Stored items
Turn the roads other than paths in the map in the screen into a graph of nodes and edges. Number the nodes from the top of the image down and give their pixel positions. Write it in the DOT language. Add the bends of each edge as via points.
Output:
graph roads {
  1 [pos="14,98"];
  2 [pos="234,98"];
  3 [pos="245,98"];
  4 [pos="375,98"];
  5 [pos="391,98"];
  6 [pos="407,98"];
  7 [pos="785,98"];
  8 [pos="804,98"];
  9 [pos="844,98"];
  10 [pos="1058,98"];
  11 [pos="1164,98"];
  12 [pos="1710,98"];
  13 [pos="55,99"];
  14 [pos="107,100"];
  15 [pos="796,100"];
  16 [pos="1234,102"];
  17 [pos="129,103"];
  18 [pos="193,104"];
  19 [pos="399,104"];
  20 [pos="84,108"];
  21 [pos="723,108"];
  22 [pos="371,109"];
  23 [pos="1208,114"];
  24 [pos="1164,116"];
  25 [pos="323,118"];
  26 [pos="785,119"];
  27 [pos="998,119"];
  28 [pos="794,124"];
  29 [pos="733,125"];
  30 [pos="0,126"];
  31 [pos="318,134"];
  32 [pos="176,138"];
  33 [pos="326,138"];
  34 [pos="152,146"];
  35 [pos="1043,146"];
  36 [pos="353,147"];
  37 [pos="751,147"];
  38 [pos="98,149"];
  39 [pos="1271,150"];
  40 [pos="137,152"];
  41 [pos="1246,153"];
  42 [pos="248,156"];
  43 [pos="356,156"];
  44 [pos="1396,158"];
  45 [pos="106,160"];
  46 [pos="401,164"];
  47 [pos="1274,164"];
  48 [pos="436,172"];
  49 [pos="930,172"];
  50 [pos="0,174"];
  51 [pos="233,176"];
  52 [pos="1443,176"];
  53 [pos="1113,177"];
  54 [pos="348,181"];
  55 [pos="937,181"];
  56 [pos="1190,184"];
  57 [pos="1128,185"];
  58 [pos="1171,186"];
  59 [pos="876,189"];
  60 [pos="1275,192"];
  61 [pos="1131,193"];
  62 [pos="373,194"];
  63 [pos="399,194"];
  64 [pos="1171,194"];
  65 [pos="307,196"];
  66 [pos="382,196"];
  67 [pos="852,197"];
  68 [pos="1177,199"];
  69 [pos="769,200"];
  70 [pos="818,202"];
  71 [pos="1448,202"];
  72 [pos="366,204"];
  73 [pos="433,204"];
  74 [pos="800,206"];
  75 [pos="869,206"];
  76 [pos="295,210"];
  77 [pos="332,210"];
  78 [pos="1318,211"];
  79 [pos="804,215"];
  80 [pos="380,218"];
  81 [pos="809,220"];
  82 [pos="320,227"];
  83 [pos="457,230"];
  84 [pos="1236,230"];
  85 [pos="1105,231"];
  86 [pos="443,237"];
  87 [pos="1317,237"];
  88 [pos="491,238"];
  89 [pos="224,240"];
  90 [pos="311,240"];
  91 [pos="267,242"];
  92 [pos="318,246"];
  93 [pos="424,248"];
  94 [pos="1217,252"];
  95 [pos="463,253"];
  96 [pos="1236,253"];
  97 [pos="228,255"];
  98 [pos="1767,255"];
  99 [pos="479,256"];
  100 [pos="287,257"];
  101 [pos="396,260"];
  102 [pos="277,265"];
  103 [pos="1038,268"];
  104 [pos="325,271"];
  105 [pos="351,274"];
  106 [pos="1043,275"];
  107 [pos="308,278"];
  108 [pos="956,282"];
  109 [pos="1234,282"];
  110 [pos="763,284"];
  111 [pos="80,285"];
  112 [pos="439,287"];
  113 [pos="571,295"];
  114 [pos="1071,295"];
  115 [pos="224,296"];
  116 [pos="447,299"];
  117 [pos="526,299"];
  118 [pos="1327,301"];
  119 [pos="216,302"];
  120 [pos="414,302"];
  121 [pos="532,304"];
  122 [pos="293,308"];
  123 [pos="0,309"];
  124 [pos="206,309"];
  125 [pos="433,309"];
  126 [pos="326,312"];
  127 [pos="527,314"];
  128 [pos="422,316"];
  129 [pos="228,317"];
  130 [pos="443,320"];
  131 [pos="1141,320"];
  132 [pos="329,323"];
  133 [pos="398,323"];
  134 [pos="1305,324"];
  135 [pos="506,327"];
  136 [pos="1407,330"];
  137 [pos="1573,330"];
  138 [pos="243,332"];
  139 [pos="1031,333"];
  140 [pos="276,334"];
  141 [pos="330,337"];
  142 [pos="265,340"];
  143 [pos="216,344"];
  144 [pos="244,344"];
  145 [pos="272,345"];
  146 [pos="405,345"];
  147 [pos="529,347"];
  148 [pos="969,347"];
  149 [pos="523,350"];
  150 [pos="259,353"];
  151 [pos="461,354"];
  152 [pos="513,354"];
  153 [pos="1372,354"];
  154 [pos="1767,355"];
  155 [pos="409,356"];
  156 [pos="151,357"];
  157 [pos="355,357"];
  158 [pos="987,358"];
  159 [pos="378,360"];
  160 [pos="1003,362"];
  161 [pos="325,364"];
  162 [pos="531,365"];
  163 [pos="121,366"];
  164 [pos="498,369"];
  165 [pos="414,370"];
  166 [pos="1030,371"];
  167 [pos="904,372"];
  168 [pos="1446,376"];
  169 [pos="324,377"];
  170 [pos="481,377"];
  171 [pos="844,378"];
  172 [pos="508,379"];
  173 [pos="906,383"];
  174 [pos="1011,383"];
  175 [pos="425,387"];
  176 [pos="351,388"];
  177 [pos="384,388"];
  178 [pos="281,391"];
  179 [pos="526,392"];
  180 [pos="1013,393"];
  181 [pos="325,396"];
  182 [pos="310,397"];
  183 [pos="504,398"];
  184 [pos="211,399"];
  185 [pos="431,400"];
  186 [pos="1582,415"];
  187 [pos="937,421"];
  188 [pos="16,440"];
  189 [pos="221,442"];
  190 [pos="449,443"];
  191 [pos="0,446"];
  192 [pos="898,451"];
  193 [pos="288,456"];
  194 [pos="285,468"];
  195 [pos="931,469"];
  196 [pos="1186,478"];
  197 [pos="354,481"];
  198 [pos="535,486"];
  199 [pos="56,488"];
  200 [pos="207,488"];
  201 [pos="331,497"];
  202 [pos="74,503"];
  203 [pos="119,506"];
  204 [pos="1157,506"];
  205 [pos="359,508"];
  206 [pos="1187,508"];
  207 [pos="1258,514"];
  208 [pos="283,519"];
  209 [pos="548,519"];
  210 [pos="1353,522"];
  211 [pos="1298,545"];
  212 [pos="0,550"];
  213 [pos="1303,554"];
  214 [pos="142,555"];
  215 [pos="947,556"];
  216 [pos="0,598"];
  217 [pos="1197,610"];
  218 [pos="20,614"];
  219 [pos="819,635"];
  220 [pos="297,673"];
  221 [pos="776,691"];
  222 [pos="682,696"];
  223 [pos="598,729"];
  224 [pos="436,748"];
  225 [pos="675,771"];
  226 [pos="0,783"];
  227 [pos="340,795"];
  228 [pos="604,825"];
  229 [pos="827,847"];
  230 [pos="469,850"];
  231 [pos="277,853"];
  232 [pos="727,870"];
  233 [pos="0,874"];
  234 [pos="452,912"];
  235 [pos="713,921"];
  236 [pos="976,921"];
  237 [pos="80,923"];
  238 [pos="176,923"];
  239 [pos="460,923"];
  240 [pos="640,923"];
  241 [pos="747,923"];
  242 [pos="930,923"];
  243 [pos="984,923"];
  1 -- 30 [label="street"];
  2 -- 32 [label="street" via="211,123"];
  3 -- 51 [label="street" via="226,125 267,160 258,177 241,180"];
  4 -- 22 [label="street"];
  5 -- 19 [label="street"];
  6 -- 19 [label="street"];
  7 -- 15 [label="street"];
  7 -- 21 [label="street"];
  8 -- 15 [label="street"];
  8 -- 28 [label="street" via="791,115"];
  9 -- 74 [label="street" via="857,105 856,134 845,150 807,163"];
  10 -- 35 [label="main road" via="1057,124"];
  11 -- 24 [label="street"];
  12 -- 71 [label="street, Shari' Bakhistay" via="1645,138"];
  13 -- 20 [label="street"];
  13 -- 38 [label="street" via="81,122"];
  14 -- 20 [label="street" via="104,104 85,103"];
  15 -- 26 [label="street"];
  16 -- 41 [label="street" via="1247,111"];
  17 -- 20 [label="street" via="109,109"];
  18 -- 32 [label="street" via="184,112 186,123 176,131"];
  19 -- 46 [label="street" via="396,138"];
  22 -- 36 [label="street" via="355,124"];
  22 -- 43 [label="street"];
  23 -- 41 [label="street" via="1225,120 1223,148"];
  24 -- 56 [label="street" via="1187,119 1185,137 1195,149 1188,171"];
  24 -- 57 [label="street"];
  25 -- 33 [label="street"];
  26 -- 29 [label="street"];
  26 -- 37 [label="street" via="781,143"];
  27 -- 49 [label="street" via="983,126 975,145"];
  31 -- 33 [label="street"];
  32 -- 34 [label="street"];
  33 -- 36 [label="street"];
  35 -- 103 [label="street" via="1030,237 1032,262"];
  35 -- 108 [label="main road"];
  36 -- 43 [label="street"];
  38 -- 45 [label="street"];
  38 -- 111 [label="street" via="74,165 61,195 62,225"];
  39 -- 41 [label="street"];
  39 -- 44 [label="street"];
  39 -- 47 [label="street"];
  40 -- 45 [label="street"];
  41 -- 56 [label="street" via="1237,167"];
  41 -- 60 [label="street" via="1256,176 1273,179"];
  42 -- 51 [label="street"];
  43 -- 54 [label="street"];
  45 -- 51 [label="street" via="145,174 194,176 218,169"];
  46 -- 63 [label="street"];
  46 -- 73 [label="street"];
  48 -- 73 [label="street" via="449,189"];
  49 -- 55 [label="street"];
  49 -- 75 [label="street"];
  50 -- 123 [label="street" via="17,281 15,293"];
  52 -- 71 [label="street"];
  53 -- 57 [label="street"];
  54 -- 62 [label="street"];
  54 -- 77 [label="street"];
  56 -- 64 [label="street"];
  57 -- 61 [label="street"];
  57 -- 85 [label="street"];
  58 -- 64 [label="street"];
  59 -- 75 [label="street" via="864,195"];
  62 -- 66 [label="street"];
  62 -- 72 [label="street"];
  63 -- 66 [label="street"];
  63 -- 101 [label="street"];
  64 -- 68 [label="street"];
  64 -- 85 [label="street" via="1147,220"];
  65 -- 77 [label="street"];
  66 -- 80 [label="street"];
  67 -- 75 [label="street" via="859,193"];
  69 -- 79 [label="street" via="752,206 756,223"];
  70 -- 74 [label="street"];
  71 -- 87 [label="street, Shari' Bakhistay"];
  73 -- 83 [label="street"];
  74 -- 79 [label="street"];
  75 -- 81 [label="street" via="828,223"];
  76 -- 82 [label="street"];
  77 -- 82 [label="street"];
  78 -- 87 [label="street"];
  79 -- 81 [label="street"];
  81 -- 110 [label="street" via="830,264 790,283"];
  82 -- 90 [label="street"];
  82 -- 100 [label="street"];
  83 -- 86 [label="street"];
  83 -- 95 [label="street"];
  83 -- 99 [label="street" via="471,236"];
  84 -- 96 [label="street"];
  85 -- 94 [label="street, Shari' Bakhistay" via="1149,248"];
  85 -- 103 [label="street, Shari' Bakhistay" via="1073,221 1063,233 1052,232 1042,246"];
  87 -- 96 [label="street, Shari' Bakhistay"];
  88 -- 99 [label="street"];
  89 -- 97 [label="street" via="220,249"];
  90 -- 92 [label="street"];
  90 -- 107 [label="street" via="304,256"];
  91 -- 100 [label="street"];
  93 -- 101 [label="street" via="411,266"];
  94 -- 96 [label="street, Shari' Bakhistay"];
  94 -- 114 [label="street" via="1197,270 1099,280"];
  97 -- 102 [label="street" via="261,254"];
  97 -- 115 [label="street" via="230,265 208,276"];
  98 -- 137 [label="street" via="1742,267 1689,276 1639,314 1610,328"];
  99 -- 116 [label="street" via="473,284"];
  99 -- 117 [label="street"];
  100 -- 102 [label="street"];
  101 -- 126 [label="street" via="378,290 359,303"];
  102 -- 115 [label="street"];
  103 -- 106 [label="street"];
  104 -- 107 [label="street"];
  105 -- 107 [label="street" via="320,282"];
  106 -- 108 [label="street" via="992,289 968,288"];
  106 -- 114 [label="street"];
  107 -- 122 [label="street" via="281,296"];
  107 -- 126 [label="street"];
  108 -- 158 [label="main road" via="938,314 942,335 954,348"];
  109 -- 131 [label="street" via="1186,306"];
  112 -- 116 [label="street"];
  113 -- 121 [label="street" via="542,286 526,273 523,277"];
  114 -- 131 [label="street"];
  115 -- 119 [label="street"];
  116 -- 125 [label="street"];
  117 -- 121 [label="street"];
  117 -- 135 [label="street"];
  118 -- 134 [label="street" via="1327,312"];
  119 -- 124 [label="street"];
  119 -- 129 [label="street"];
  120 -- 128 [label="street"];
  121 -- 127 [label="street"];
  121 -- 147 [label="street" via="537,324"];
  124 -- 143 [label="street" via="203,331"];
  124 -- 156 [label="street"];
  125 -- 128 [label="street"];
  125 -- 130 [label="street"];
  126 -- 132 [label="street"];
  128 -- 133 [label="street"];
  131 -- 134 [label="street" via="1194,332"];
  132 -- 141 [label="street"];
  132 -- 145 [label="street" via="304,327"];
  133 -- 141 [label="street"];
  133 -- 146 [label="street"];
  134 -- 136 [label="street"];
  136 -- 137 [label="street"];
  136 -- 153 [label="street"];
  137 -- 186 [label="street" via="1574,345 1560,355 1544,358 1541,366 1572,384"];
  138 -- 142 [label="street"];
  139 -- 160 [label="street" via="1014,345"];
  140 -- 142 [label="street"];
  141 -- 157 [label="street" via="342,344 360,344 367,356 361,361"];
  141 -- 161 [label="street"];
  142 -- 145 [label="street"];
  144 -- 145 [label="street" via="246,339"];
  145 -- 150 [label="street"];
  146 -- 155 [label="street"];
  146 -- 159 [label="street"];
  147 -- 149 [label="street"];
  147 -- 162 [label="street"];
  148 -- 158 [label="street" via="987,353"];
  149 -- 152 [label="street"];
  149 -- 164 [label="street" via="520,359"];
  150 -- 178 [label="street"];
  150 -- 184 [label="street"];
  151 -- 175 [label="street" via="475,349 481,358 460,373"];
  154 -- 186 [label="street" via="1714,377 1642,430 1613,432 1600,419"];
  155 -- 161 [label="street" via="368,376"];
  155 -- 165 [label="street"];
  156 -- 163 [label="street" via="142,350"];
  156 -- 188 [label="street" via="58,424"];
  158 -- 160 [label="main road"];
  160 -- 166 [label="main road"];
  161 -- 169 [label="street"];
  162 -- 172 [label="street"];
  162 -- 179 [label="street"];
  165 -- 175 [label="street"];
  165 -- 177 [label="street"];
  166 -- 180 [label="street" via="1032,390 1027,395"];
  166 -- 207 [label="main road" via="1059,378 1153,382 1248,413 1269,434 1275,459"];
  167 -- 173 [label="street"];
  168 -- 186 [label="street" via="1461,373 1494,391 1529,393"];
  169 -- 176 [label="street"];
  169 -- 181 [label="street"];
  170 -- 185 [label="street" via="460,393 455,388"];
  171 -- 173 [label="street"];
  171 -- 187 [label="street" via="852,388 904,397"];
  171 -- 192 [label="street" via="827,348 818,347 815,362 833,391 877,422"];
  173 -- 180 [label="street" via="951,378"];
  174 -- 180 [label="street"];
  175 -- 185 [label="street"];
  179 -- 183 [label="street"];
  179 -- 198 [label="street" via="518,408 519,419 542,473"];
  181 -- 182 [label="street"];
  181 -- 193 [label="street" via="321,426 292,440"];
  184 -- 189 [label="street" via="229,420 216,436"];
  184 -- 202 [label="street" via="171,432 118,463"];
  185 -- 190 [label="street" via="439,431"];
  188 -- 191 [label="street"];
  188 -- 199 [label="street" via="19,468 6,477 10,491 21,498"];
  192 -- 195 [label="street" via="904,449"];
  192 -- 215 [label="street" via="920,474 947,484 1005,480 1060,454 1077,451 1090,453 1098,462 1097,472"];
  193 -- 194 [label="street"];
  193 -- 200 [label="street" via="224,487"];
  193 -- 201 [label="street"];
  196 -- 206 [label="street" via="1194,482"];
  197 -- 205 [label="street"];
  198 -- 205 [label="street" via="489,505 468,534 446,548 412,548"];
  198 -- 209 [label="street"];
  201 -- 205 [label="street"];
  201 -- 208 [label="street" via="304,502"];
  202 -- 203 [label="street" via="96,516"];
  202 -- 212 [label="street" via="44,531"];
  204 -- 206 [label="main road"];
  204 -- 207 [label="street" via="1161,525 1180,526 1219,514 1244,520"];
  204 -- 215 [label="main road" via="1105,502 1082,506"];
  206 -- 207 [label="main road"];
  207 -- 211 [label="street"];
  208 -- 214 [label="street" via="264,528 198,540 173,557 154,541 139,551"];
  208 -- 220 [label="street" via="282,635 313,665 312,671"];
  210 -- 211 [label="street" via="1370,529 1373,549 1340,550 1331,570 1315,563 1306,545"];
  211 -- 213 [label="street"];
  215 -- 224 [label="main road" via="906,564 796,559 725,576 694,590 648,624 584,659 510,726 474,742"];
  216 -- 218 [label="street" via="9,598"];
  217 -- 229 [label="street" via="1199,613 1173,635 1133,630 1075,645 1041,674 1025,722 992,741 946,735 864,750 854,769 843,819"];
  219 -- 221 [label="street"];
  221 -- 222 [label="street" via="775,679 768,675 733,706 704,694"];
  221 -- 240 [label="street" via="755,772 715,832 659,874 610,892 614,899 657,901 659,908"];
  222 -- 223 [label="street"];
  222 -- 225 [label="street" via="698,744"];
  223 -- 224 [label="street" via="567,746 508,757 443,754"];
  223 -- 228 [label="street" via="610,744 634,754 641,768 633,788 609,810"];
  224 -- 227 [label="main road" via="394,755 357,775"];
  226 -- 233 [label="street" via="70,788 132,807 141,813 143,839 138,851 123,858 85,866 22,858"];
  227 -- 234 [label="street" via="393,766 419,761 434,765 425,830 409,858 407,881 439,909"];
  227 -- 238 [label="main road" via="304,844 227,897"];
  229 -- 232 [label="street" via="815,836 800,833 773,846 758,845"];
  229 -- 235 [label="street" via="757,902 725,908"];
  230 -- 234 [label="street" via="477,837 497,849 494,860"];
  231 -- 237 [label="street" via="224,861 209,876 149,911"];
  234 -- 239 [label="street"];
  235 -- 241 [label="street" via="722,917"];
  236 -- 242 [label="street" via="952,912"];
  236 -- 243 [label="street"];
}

What needs to be done: Check every line of the entries above, and copy those that carry the string "graph".

Solution:
Turn the roads other than paths in the map in the screen into a graph of nodes and edges. Number the nodes from the top of the image down and give their pixel positions. Write it in the DOT language. Add the bends of each edge as via points.
graph roads {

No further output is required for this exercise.